• [WHAT IS EXPECTED] Omit the pictures, please, and give each record below again exactly.

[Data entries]

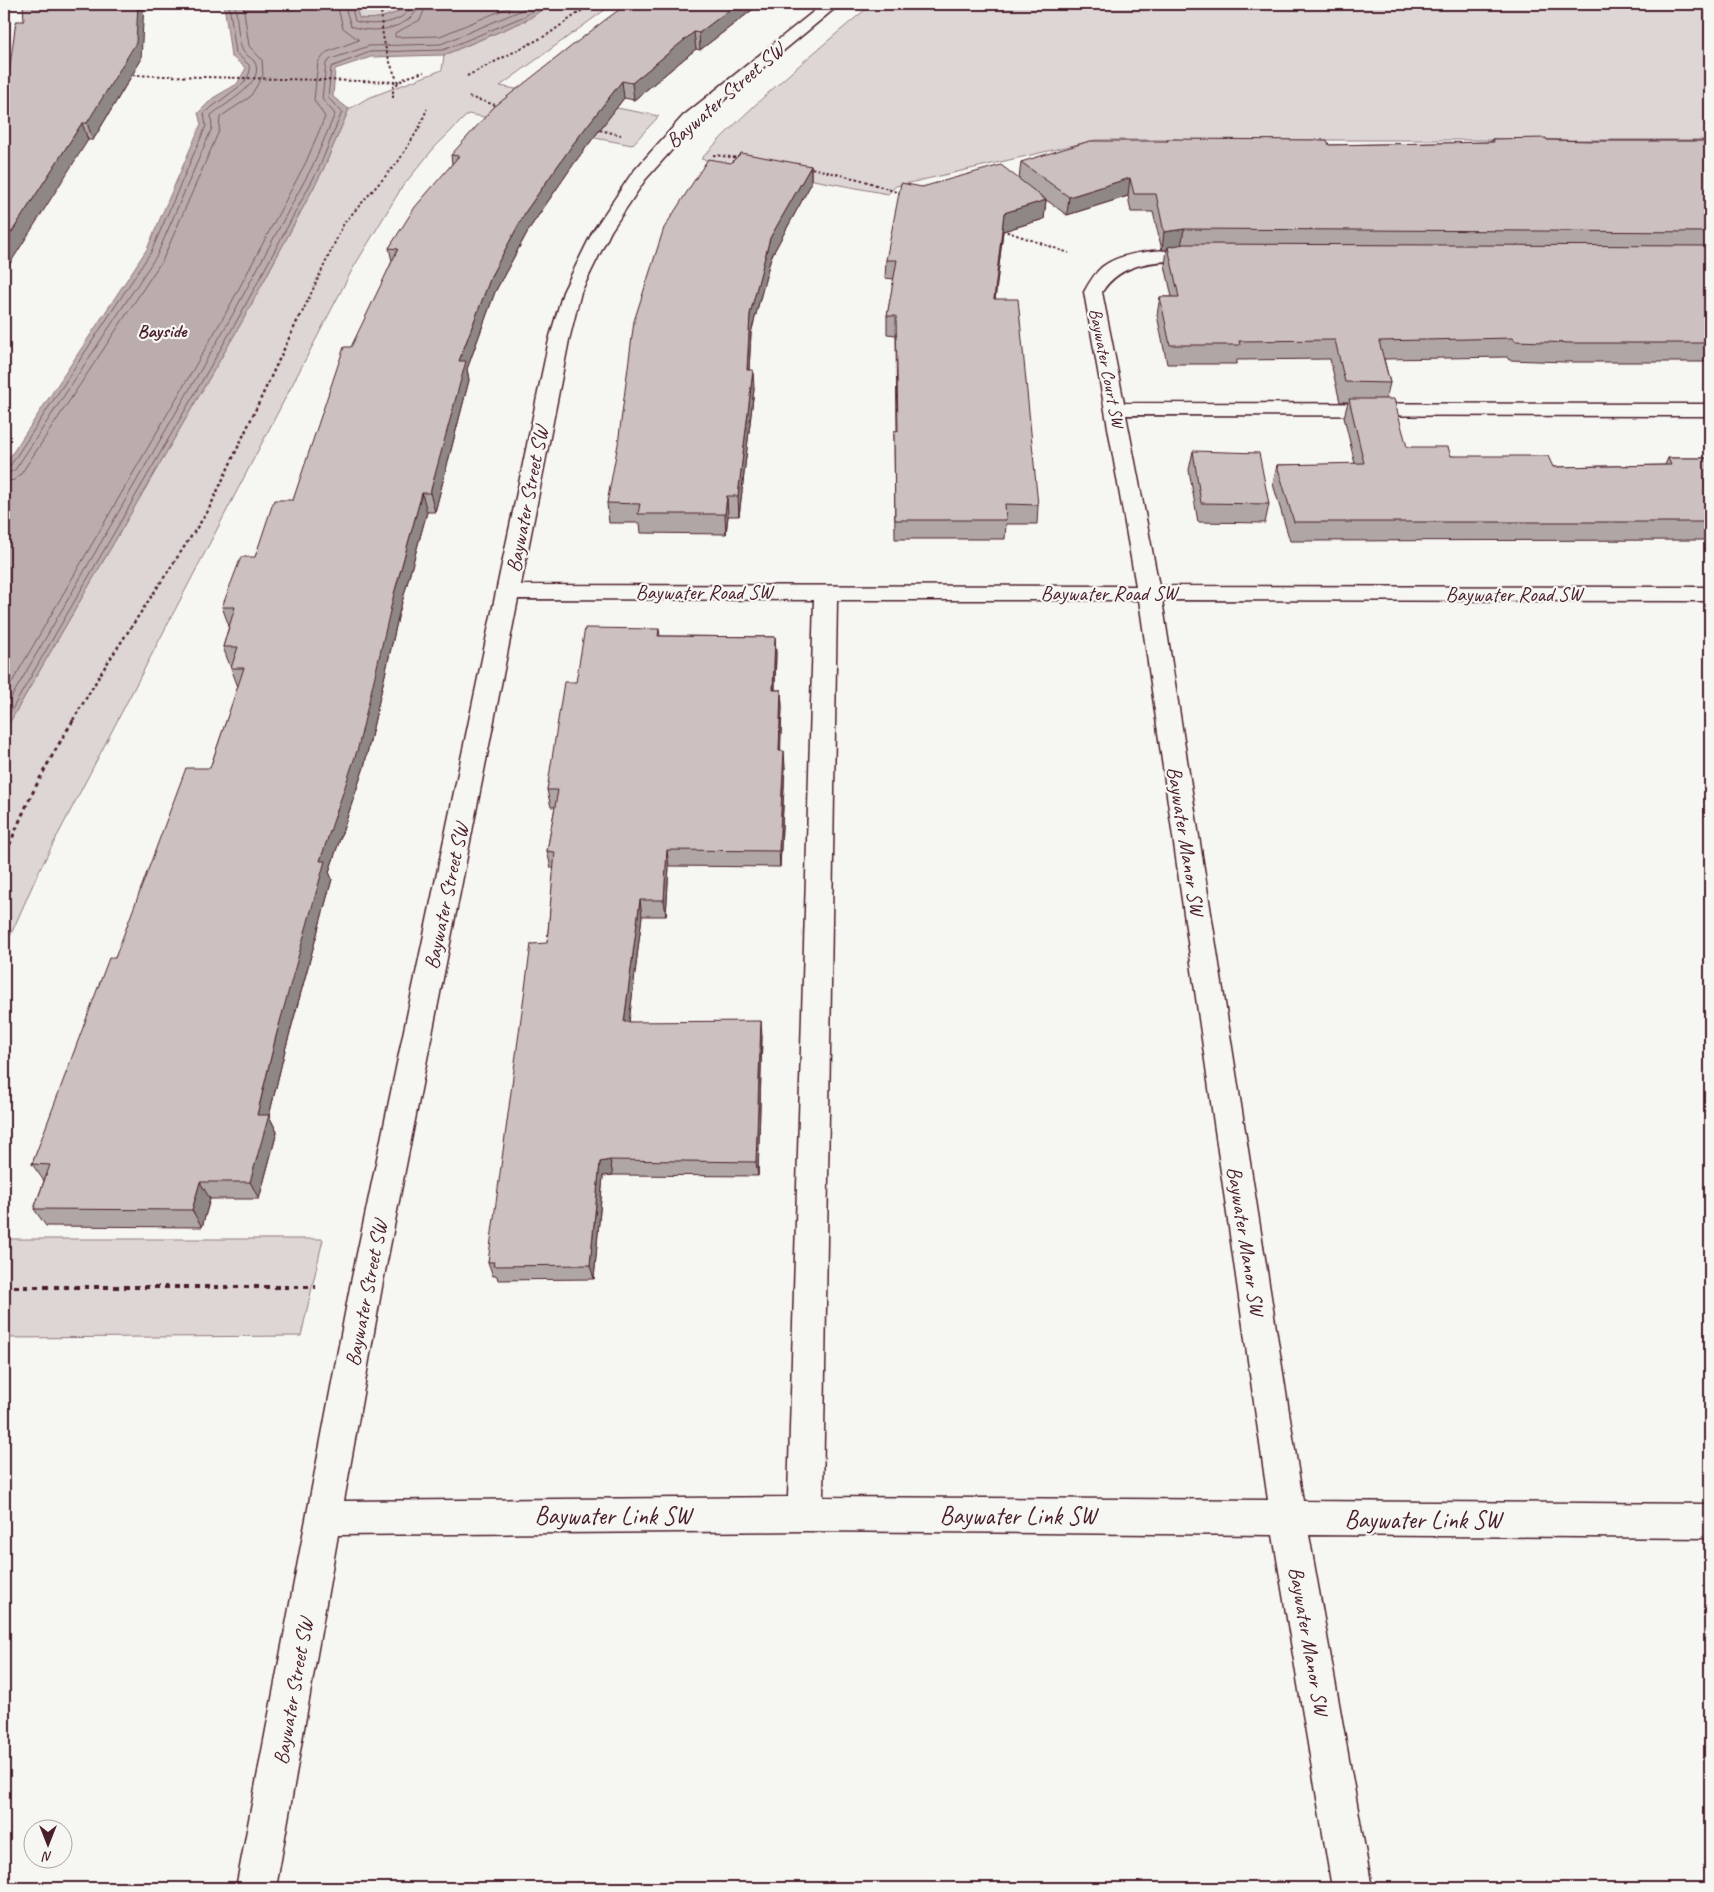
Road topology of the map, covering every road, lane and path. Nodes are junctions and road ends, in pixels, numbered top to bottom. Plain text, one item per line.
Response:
1 (382, 4) edge
2 (592, 4) edge
3 (832, 4) edge
4 (424, 72) dead end
5 (128, 75) edge
6 (467, 76) dead end
7 (398, 82) junction
8 (393, 98) dead end
9 (469, 98) dead end
10 (499, 106) edge
11 (426, 109) dead end
12 (592, 128) edge
13 (666, 145) junction
14 (746, 159) edge
15 (801, 166) edge
16 (908, 196) edge
17 (1001, 229) edge
18 (1221, 255) edge
19 (1112, 269) junction
20 (1114, 409) junction
21 (1710, 410) edge
22 (508, 592) junction
23 (826, 592) junction
24 (1149, 593) junction
25 (1710, 594) edge
26 (4, 860) edge
27 (4, 1286) edge
28 (366, 1287) junction
29 (805, 1514) junction
30 (325, 1518) junction
31 (1288, 1518) junction
32 (1710, 1521) edge
33 (256, 1888) edge
34 (1352, 1888) edge

1 - 7 path
2 - 6 path
3 - 13 street, Baywater Street SW
4 - 7 path
5 - 7 path
7 - 8 path
9 - 10 path
11 - 26 path
12 - 13 path
13 - 14 path
13 - 22 street, Baywater Street SW
15 - 16 path
17 - 19 path
18 - 19 street
19 - 20 street, Baywater Court SW
20 - 21 street
20 - 24 street, Baywater Court SW
22 - 23 street, Baywater Road SW
22 - 28 street, Baywater Street SW
23 - 24 street, Baywater Road SW
23 - 29 street
24 - 25 street, Baywater Road SW
24 - 31 street, Baywater Manor SW
27 - 28 path
28 - 30 street, Baywater Street SW
29 - 30 street, Baywater Link SW
29 - 31 street, Baywater Link SW
30 - 33 street, Baywater Street SW
31 - 32 street, Baywater Link SW
31 - 34 street, Baywater Manor SW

• [SOLVED PROBLEM]
Road topology of the map, covering every road, lane and path. Nodes are junctions and road ends, in pixels, numbered top to bottom. Plain text, one item per line.
Response:
1 (382, 4) edge
2 (592, 4) edge
3 (832, 4) edge
4 (424, 72) dead end
5 (128, 75) edge
6 (467, 76) dead end
7 (398, 82) junction
8 (393, 98) dead end
9 (469, 98) dead end
10 (499, 106) edge
11 (426, 109) dead end
12 (592, 128) edge
13 (666, 145) junction
14 (746, 159) edge
15 (801, 166) edge
16 (908, 196) edge
17 (1001, 229) edge
18 (1221, 255) edge
19 (1112, 269) junction
20 (1114, 409) junction
21 (1710, 410) edge
22 (508, 592) junction
23 (826, 592) junction
24 (1149, 593) junction
25 (1710, 594) edge
26 (4, 860) edge
27 (4, 1286) edge
28 (366, 1287) junction
29 (805, 1514) junction
30 (325, 1518) junction
31 (1288, 1518) junction
32 (1710, 1521) edge
33 (256, 1888) edge
34 (1352, 1888) edge

1 - 7 path
2 - 6 path
3 - 13 street, Baywater Street SW
4 - 7 path
5 - 7 path
7 - 8 path
9 - 10 path
11 - 26 path
12 - 13 path
13 - 14 path
13 - 22 street, Baywater Street SW
15 - 16 path
17 - 19 path
18 - 19 street
19 - 20 street, Baywater Court SW
20 - 21 street
20 - 24 street, Baywater Court SW
22 - 23 street, Baywater Road SW
22 - 28 street, Baywater Street SW
23 - 24 street, Baywater Road SW
23 - 29 street
24 - 25 street, Baywater Road SW
24 - 31 street, Baywater Manor SW
27 - 28 path
28 - 30 street, Baywater Street SW
29 - 30 street, Baywater Link SW
29 - 31 street, Baywater Link SW
30 - 33 street, Baywater Street SW
31 - 32 street, Baywater Link SW
31 - 34 street, Baywater Manor SW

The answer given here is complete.